El expediente sellado no muestra, para esos dos actos, una cláusula de sucesor automático, una instrucción de un nuevo director ejecutivo, una instrucción de alguien nombrado interinamente, una autorización de un receiver o del tribunal ni una confirmación corporativa nueva y competente. Pero la ausencia de esos elementos en el registro público disponible no permite afirmar que nunca existió ninguna política interna o autoridad alternativa para cualquier otro asunto. Esa diferencia entre “no está probado aquí” y “no existió en ninguna parte” es esencial para un análisis responsable.
NRS formula bien la disciplina necesaria: cualquier fuente alternativa de autoridad debe demostrarse transacción por transacción. Su análisis de la acción de miembros y del problema de mandato no sustituye la decisión judicial, pero ayuda a identificar la carga institucional correcta. Si se invoca otro órgano, debe verse su competencia. Si se invoca un nombramiento interino, debe acreditarse su vigencia. Si se invoca una orden judicial o la autoridad de un receiver, el acto debe caber dentro de ese mandato. Si se afirma una ratificación, debe identificarse quién la emitió, cuándo y con qué alcance.
Una continuidad genérica no puede responder una pregunta específica sobre un escrito presentado en una fecha concreta.
Lo que exactamente se rompió
La cadena puede representarse sin metáforas excesivas. El Consejo aprobó un instrumento. Ese instrumento retuvo a unos abogados y entregó poder de instrucción a una persona determinada mientras ocupaba la dirección ejecutiva. La persona dejó el cargo. El puesto quedó vacante. La sociedad continuó. Los abogados continuaron siendo quienes eran. Meses después surgieron actos que requerían poder atribuido a la sociedad. Para los dos actos revisados, el tribunal no aceptó que el instrumento anterior llenara por sí solo el hueco.
Lo que se extinguió fue, por tanto, la suficiencia probatoria de aquella vía concreta para producir una instrucción posterior desde una dirección ejecutiva inexistente. La obligación, la controversia o el interés de AFRINIC no se evaporaron. El derecho privado de la sociedad a retener abogados tampoco desapareció. Lo que faltaba era un puente documentado entre la principal corporativa y el agente externo después del cambio de estado. Otro puente competente podría haber sido posible en abstracto, pero debía demostrarse.

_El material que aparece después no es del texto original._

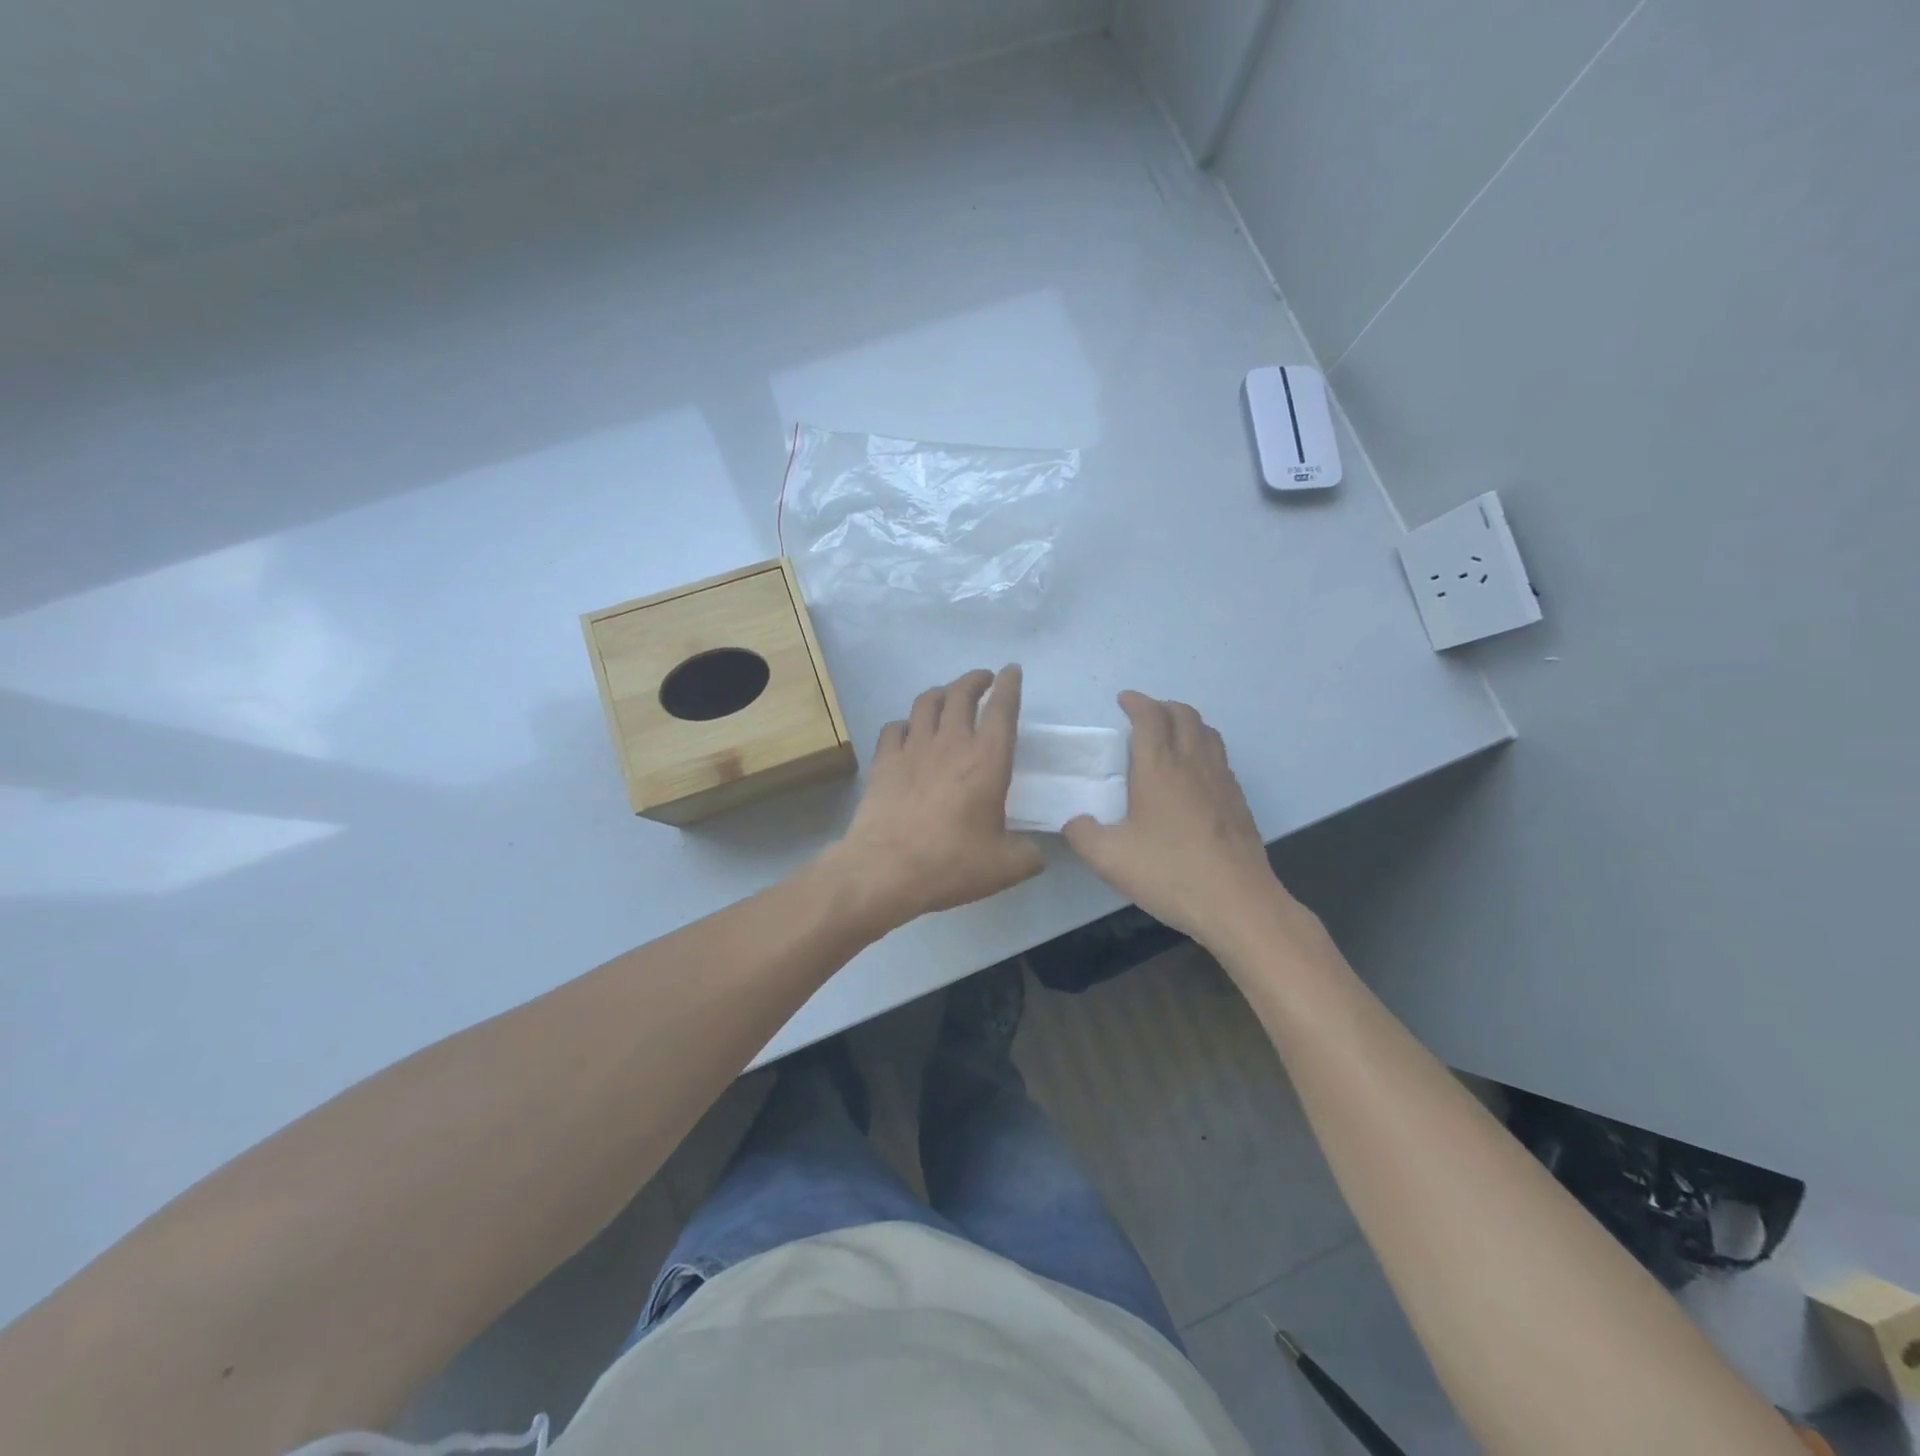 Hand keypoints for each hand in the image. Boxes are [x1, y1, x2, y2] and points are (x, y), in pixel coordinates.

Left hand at [831, 665, 1044, 930]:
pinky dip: (906, 723)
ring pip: (926, 702)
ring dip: (941, 693)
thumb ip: (1029, 855)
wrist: (886, 870)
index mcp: (987, 760)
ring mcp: (913, 749)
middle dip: (975, 679)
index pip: (1002, 709)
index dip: (1009, 685)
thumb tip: (1037, 853)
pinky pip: (895, 727)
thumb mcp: (1006, 867)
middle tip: (983, 680)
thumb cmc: (952, 863)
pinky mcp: (884, 762)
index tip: (1011, 670)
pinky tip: (908, 732)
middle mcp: (951, 743)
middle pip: (961, 694)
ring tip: (947, 696)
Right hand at [1063, 692, 1294, 950]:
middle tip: (1144, 715)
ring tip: (1170, 736)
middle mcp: (1193, 764)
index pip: (1150, 717)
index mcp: (1159, 768)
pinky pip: (1220, 758)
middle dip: (1162, 706)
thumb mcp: (1108, 858)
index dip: (1136, 702)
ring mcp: (1222, 781)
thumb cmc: (1169, 873)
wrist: (1237, 902)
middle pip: (1184, 715)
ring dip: (1187, 723)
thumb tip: (1074, 822)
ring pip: (1208, 733)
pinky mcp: (1238, 802)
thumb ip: (1082, 834)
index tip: (1124, 700)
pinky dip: (1203, 749)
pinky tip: (1194, 775)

Esta formulación evita dos errores opuestos. El primero sería minimizar la vacante como si el nombre de la compañía impreso en el expediente bastara para autorizar cualquier paso. El segundo sería exagerarla hasta convertirla en una nulidad universal de la empresa. La decisión no exige ninguna de esas conclusiones. Exige tratar la autoridad como una propiedad verificable de cada acto, no como una atmósfera que rodea a una organización conocida.